One possible solution to this would be to increase the number of categories of COEs. Currently, there are categories for less powerful vehicles, motorcycles, and commercial vehicles — meaning lorries, vans, and the like.
A separate category for mixed use vehicles, as well as for-profit vehicles may be necessary to ensure that companies exhaust the number of COEs available for the industry before bidding in the open category. This can reduce the amount of spillover into the private car market.
At the same time, because there are still related markets, prices will not be completely independent, which means that the government still has a lever to pull on if the vehicle population grows at an unacceptable rate.
Another issue for consideration is that companies like Grab can play a bigger role than just providing a platform for matching riders and customers — there will inevitably be some drivers and riders who are unable to purchase their own vehicles.
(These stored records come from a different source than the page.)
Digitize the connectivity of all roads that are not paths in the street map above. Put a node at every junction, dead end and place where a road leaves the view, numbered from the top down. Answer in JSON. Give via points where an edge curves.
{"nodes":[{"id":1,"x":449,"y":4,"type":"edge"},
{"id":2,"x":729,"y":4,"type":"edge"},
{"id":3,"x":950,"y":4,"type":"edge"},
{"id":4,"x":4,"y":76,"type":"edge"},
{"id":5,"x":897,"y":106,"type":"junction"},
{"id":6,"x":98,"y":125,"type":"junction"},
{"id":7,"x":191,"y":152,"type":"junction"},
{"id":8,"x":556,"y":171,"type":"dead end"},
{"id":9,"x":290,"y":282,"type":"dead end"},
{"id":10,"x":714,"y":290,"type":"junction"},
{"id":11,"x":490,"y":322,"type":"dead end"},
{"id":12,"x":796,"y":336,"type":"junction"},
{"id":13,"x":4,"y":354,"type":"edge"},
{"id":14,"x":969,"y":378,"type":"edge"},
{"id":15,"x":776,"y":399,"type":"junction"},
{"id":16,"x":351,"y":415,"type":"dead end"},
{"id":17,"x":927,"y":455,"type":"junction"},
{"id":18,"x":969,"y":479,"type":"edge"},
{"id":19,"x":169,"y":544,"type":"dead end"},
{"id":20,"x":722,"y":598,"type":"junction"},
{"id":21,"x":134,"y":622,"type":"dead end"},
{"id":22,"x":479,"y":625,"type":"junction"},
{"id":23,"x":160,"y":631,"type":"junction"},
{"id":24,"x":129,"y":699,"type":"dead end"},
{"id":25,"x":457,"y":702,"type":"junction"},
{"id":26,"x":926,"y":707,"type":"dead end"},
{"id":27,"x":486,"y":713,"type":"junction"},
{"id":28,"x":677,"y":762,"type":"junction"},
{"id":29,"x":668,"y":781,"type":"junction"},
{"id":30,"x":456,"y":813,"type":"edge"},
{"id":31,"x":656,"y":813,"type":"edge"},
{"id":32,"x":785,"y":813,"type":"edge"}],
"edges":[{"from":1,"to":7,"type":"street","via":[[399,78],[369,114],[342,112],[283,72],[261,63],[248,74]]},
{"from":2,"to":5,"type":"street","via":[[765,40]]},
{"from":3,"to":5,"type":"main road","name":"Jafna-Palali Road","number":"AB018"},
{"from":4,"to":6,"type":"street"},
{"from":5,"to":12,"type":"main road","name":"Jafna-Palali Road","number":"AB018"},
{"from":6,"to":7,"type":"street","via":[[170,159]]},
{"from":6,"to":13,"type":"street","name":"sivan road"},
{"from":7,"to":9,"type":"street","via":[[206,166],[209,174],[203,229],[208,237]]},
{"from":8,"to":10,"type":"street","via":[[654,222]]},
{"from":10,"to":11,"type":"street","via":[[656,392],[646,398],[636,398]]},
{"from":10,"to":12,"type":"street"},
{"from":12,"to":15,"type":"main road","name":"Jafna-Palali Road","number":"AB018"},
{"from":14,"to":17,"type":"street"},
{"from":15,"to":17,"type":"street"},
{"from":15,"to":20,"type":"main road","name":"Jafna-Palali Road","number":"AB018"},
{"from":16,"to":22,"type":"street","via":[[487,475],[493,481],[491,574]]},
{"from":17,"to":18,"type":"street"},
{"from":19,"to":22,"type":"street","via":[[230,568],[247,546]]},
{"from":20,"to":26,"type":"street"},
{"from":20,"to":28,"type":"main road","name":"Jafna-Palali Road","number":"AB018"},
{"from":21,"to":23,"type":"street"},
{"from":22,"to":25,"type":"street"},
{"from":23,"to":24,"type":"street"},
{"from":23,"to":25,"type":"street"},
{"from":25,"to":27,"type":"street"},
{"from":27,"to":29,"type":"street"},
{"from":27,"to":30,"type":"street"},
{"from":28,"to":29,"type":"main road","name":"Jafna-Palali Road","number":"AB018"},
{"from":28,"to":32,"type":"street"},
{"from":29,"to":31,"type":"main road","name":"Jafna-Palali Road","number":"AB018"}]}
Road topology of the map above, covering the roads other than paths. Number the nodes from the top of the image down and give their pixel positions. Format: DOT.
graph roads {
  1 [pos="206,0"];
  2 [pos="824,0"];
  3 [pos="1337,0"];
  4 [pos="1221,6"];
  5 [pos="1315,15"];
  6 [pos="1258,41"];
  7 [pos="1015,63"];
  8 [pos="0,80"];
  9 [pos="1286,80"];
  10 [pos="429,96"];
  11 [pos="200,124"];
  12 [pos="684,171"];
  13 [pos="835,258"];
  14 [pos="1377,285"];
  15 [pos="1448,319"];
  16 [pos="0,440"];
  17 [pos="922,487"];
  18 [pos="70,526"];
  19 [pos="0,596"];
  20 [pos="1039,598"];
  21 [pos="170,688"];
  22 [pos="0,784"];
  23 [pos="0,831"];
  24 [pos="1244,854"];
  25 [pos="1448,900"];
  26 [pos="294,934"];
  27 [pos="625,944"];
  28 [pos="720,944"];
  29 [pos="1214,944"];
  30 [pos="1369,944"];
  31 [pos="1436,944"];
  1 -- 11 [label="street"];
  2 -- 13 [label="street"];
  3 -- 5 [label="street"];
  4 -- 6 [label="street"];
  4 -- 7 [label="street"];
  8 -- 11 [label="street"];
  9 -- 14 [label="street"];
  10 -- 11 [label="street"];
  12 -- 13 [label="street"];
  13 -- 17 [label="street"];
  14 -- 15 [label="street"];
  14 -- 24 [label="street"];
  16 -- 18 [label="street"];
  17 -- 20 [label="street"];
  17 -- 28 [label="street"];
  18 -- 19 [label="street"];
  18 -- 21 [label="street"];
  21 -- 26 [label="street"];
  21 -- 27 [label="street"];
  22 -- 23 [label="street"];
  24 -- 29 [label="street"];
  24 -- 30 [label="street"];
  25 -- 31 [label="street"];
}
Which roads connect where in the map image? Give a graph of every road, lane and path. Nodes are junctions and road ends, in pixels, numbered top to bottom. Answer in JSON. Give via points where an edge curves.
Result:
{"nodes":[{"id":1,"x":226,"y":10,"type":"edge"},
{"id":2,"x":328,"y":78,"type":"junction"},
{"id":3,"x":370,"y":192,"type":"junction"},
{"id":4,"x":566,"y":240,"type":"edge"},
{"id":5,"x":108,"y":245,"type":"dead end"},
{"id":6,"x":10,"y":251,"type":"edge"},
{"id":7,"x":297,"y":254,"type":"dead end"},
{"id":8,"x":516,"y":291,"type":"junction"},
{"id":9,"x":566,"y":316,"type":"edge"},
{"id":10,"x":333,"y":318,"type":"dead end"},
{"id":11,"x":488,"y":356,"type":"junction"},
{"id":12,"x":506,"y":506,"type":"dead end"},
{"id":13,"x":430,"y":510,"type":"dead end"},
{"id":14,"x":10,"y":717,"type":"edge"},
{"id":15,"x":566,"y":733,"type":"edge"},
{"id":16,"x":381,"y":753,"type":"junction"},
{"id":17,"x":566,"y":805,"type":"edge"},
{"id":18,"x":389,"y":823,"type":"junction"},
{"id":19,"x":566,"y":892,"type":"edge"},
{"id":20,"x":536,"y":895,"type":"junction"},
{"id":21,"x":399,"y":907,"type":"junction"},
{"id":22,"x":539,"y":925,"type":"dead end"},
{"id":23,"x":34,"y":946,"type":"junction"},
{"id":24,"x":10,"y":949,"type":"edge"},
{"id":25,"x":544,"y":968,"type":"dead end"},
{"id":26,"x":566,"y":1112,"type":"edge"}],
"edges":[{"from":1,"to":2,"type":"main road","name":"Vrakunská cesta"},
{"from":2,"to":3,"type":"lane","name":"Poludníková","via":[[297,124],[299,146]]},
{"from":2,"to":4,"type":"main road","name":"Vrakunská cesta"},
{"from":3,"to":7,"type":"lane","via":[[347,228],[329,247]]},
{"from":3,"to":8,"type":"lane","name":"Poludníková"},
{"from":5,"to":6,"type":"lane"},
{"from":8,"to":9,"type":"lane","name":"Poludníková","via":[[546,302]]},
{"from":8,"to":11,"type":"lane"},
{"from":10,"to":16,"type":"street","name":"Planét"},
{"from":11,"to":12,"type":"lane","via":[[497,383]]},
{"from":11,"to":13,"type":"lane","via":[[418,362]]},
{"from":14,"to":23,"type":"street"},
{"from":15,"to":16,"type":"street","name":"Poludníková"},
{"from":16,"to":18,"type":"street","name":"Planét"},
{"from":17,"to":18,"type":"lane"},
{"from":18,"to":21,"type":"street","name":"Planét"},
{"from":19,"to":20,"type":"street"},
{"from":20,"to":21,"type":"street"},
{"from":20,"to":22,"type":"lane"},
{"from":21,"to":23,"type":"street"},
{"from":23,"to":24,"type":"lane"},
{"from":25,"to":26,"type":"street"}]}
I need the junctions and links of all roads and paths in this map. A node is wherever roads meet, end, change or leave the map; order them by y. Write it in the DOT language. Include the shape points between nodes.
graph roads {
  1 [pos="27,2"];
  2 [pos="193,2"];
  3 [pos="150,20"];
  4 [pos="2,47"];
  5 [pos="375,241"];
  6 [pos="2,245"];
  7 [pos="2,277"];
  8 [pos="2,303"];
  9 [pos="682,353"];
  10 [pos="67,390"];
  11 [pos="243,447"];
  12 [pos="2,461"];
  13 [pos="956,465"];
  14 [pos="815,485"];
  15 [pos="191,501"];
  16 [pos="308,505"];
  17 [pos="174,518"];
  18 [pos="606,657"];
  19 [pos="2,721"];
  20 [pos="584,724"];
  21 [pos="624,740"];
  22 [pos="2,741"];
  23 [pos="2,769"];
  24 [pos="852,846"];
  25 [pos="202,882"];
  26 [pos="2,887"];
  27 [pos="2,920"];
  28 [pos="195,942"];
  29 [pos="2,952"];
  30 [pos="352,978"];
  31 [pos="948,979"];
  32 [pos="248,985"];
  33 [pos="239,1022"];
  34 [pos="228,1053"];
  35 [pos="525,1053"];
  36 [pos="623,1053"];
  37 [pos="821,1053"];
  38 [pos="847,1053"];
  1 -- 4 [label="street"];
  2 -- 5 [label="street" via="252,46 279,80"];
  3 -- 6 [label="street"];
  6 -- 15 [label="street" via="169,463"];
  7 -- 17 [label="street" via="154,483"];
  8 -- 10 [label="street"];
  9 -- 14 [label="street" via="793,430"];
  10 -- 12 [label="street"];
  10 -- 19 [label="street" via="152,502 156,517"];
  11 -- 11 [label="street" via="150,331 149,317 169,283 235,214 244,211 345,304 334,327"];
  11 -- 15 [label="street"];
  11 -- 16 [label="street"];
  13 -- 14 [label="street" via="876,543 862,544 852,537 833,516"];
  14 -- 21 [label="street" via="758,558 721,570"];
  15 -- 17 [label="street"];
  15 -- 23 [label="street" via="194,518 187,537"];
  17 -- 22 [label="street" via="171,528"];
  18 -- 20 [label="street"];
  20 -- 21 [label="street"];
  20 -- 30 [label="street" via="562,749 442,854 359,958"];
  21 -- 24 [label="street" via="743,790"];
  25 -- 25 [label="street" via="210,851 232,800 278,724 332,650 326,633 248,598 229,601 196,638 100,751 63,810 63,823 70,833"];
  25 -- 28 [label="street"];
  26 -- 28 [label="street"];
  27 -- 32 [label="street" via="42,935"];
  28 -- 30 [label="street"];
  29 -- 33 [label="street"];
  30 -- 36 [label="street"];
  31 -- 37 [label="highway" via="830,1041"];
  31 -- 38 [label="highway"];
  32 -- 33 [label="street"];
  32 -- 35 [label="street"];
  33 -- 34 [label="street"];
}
Platforms like Grab will then need to provide these riders and drivers with vehicles in order for them to begin working, and this can prove to be a valuable area for platforms and government agencies to collaborate on.
For one, these platforms might be given special privileges with regards to vehicle acquisition, with the understanding that they do need to use the vehicles as part of everyday operations.
This may reduce the need for drivers and riders to bid for COEs before they begin working for the platform, as they can enter long-term leasing agreements with the company, with an option to eventually become an owner-operator. The COE system will therefore remain functional and serve the purpose of limiting Singapore’s vehicle population without necessarily making it any more confusing.
Either way, COE prices will be driven down, and more likely than not kept down to a reasonable price if platforms such as Grab are offered alternative methods of acquiring vehicles for business purposes.
The multitude of complaints that have been aired recently about high COE prices are not unfounded, and something should be done. Regardless, let us not throw the baby out with the bathwater.
Singapore remains a land-scarce country, and we can ill-afford excessive amounts of space dedicated to vehicles, be it roads, car parks, or other amenities.
The Vehicle Quota System has proved an effective way of dealing with Singapore’s vehicle population, and it can still remain functional, though it can be improved upon. Given that there is a rising class of delivery riders and private hire drivers, it is an appropriate time to consider concrete solutions to age-old problems, before they become too severe to deal with.